Objective response and RECIST criteria
Response to treatment is measured using standardised criteria called RECIST (Response Evaluation Criteria in Solid Tumours). RECIST provides definitions that allow consistent assessment across patients and clinical trials. Tumour size is measured on imaging (usually CT) at baseline and at each assessment point, and changes are categorised according to defined thresholds.
Complete response (CR)
A complete response means that there is no detectable tumour on imaging or other assessment. All known lesions have disappeared. This is the best possible imaging outcome. Importantly, complete response does not mean the cancer has been eliminated entirely at a microscopic level - very small numbers of tumour cells may remain below the detection threshold of current imaging. This is why monitoring continues even after a complete response is documented.
In pembrolizumab clinical trials, complete response rates vary considerably by tumour type - from under 5% in some settings to 15-20% in others.

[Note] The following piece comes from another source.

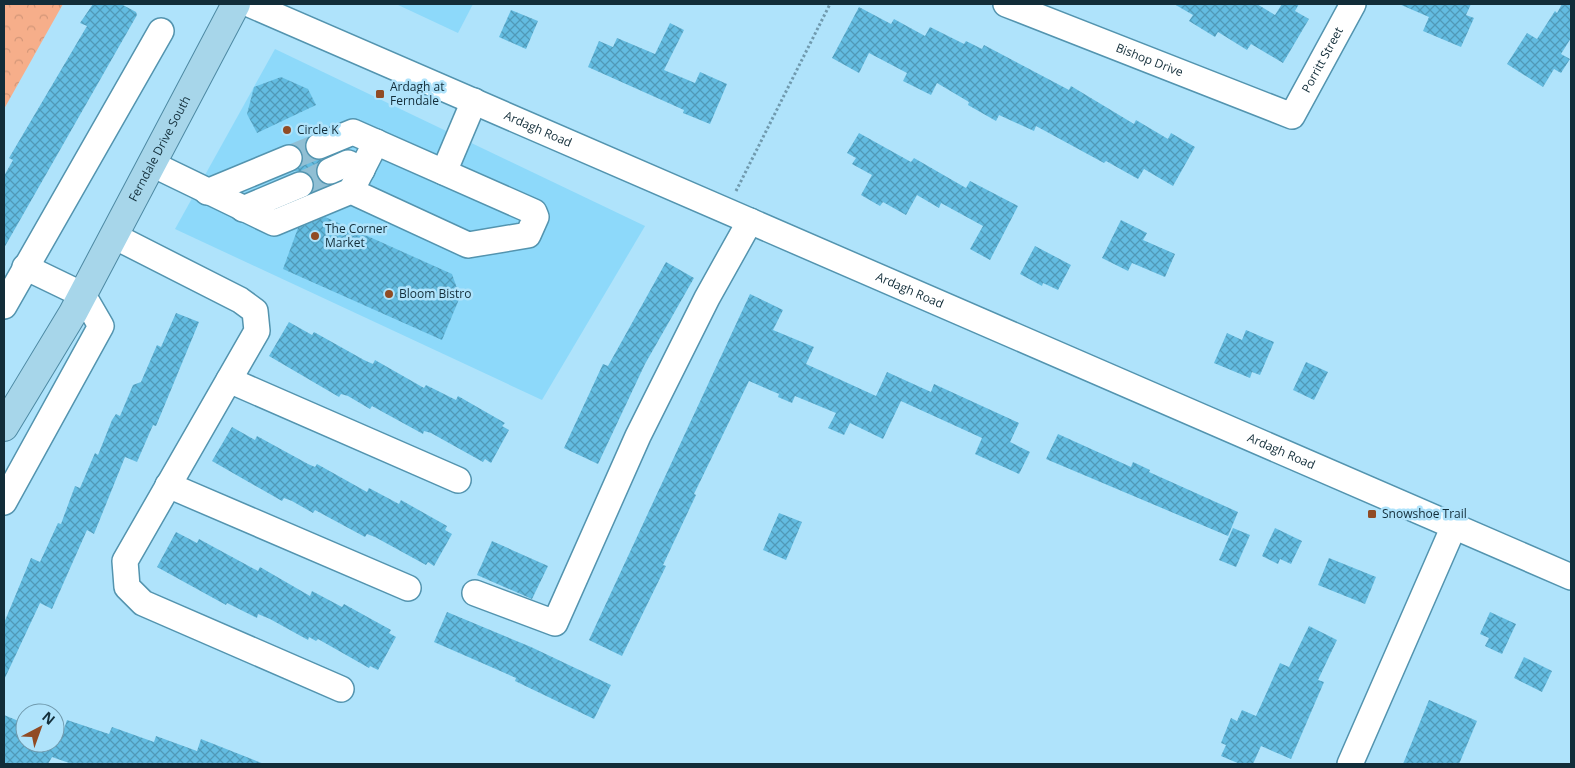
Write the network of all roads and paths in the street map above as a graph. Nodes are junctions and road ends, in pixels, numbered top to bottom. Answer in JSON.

Patients who achieve a complete response are among those most likely to have durable, long-lasting benefit.
Partial response (PR)
A partial response means the total tumour burden has decreased by 30% or more from baseline. The cancer has responded but has not disappeared. Many patients who benefit meaningfully from pembrolizumab achieve a partial rather than complete response - their disease is smaller and more controlled, but not absent.

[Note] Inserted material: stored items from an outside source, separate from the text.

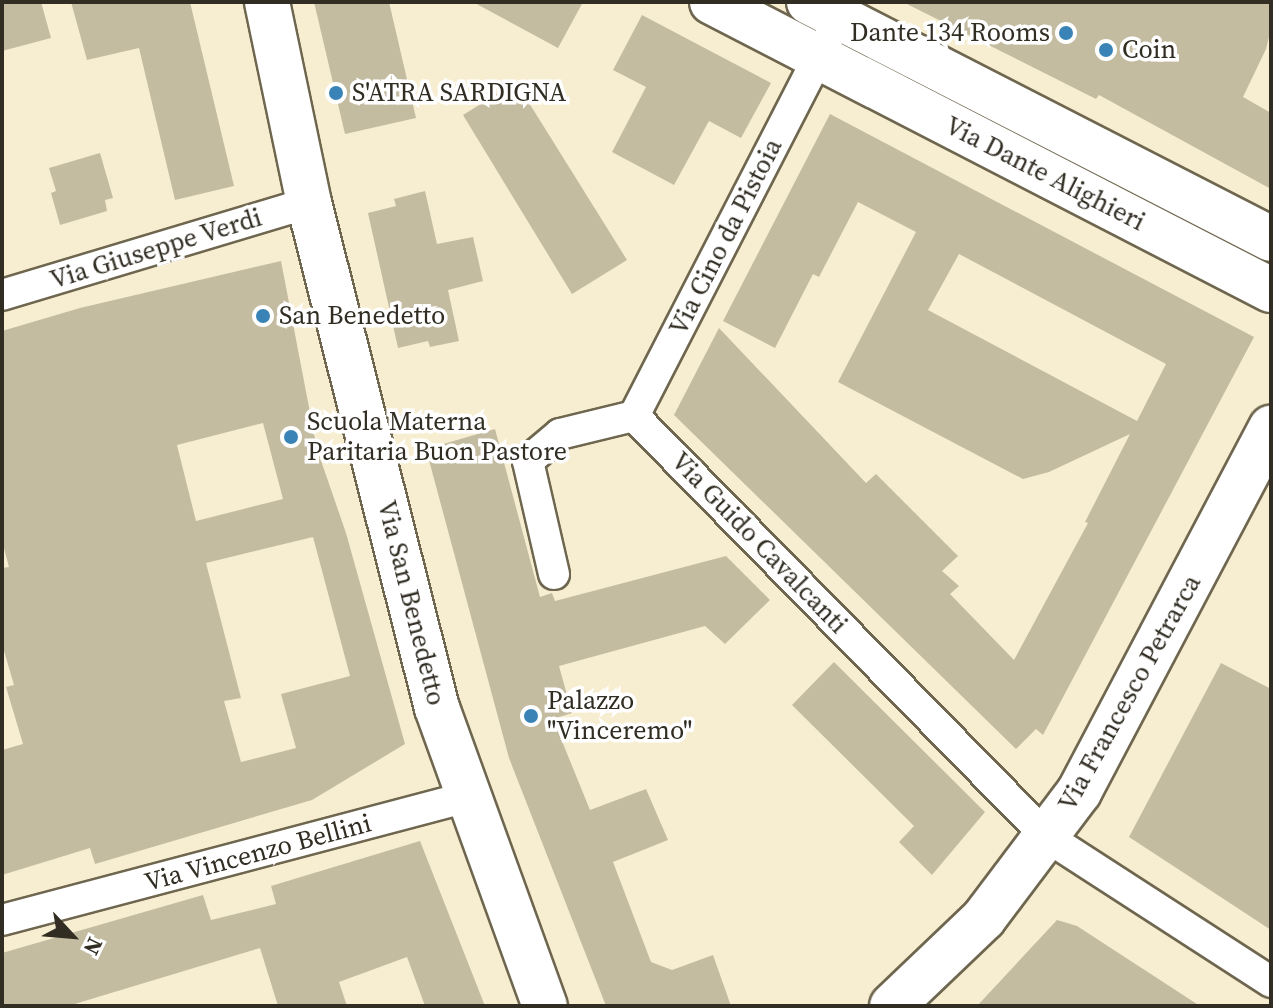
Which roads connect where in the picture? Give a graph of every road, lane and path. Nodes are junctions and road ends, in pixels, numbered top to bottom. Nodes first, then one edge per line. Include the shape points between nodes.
1 (267, 2) edge
2 (712, 2) edge
3 (831, 7) edge
4 (819, 58) junction
5 (309, 203) junction
6 (1271, 239) edge
7 (1271, 290) edge
8 (2, 295) edge
9 (634, 416) junction
10 (1271, 428) edge
11 (554, 574) dead end
12 (468, 797) junction
13 (1047, 837) junction
14 (2, 920) edge
15 (1271, 982) edge
16 (545, 1006) edge
17 (892, 1006) edge

1 - 5 street, Via San Benedetto
2 - 4 street, Via Dante Alighieri
3 - 4 street, Via Dante Alighieri
3 - 6 street, Via Dante Alighieri
4 - 7 street, Via Dante Alighieri
4 - 9 street, Via Cino da Pistoia
5 - 8 street, Via Giuseppe Verdi
5 - 12 street, Via San Benedetto via 437,708
9 - 11 street via 560,434 528,461
9 - 13 street, Via Guido Cavalcanti
10 - 13 street, Via Francesco Petrarca via 1123,714
12 - 14 street, Via Vincenzo Bellini
12 - 16 street, Via San Benedetto
13 - 15 street, Via Guido Cavalcanti
13 - 17 street, Via Francesco Petrarca via 984,918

Stable disease (SD) and progressive disease (PD)
Stable disease means the tumour has neither grown enough to qualify as progression nor shrunk enough to qualify as a partial response. For some patients, stable disease for an extended period represents meaningful benefit from treatment. Progressive disease means the tumour has grown by 20% or more, or new lesions have appeared - indicating that the current treatment is not adequately controlling the cancer.
Remission and cure
Remission is a clinical term meaning that the signs and symptoms of cancer have significantly reduced or disappeared. It does not necessarily mean the cancer is gone. In the context of advanced cancer, remission that persists for many years after stopping treatment - as seen in some pembrolizumab responders - is sometimes described informally as cure, though oncologists are cautious with this word given the possibility of very late recurrence in some cancer types.